Top of DATASET RECORDS

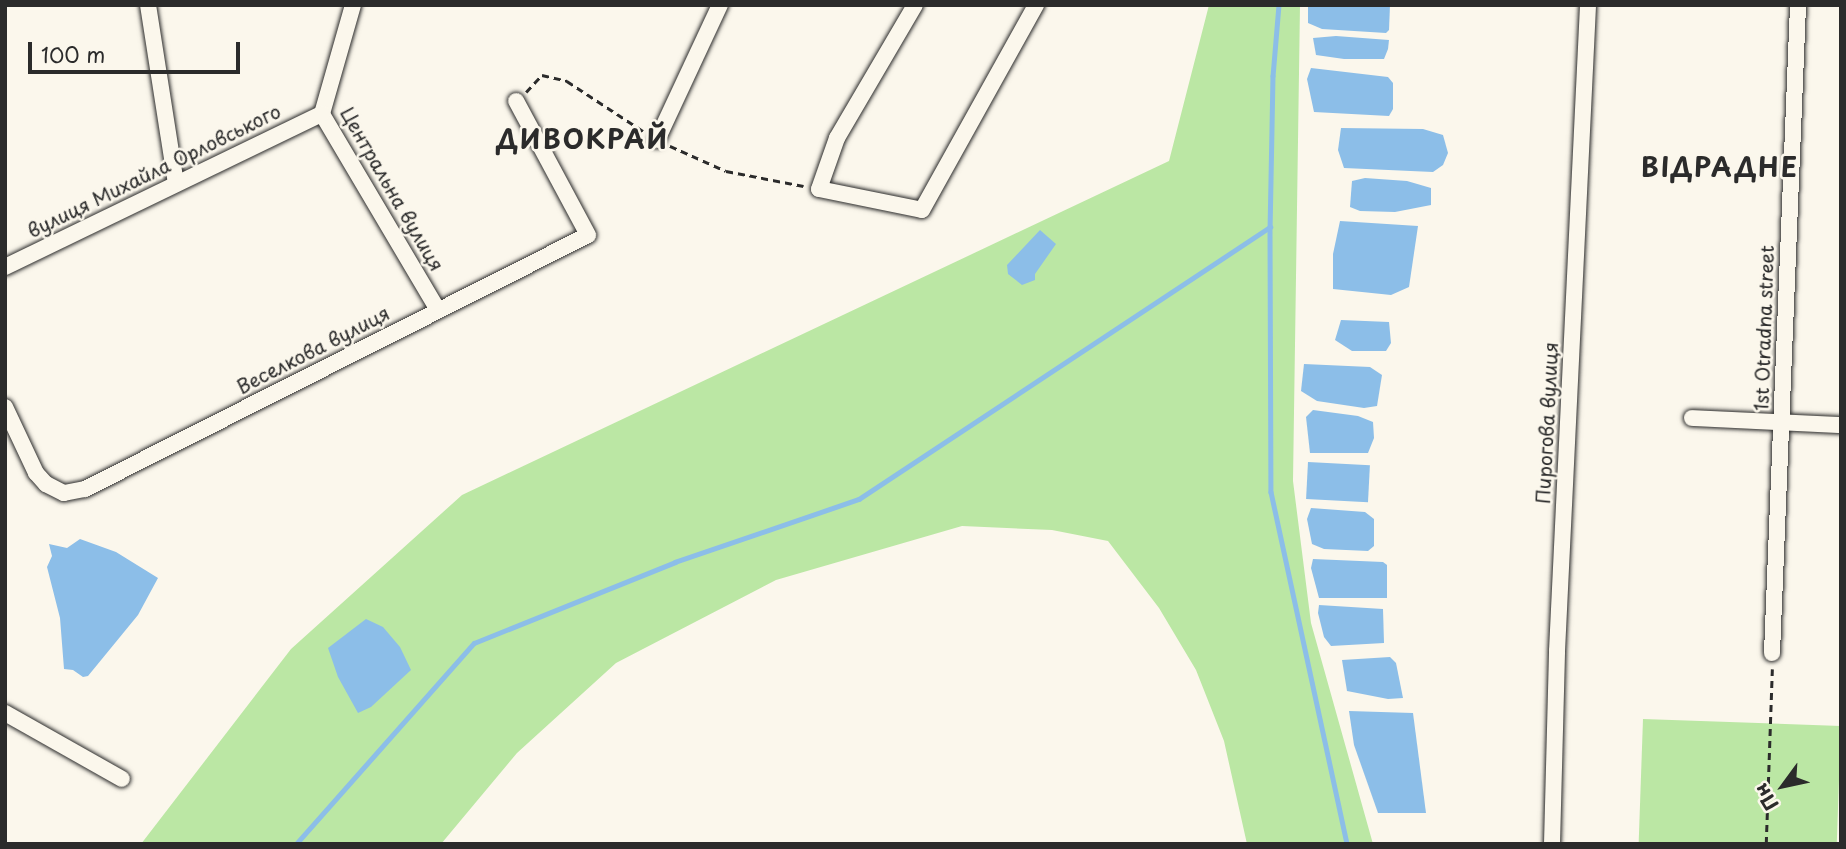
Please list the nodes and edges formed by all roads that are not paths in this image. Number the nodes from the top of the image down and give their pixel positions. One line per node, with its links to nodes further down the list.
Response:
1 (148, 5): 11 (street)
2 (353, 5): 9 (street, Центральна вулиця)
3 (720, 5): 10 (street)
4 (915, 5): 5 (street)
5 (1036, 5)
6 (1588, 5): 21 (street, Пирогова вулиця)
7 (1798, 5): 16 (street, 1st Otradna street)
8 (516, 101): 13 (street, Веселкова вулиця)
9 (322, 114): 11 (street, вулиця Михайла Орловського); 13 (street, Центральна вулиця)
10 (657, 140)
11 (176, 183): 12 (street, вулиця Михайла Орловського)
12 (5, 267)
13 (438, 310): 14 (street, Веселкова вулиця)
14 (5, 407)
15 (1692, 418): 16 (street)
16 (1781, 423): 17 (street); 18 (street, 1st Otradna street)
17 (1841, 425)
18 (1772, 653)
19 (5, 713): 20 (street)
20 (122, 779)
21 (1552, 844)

Bottom of DATASET RECORDS

▸ REQUIREMENT
What is needed is an exact copy of all the data, with no images in it.

▸ ANSWER FOR THE TASK
Please list the nodes and edges formed by all roads that are not paths in this image. Number the nodes from the top of the image down and give their pixel positions. One line per node, with its links to nodes further down the list.
Response:
1 (148, 5): 11 (street)
2 (353, 5): 9 (street, Центральна вулиця)
3 (720, 5): 10 (street)
4 (915, 5): 5 (street)
5 (1036, 5)
6 (1588, 5): 21 (street, Пирогова вулиця)
7 (1798, 5): 16 (street, 1st Otradna street)
8 (516, 101): 13 (street, Веселкова вулиця)
9 (322, 114): 11 (street, вулиця Михайла Орловського); 13 (street, Центральна вулиця)
10 (657, 140)
11 (176, 183): 12 (street, вулиця Михайла Орловського)
12 (5, 267)
13 (438, 310): 14 (street, Веселкова вулиця)
14 (5, 407)
15 (1692, 418): 16 (street)
16 (1781, 423): 17 (street); 18 (street, 1st Otradna street)
17 (1841, 425)
18 (1772, 653)
19 (5, 713): 20 (street)
20 (122, 779)
21 (1552, 844)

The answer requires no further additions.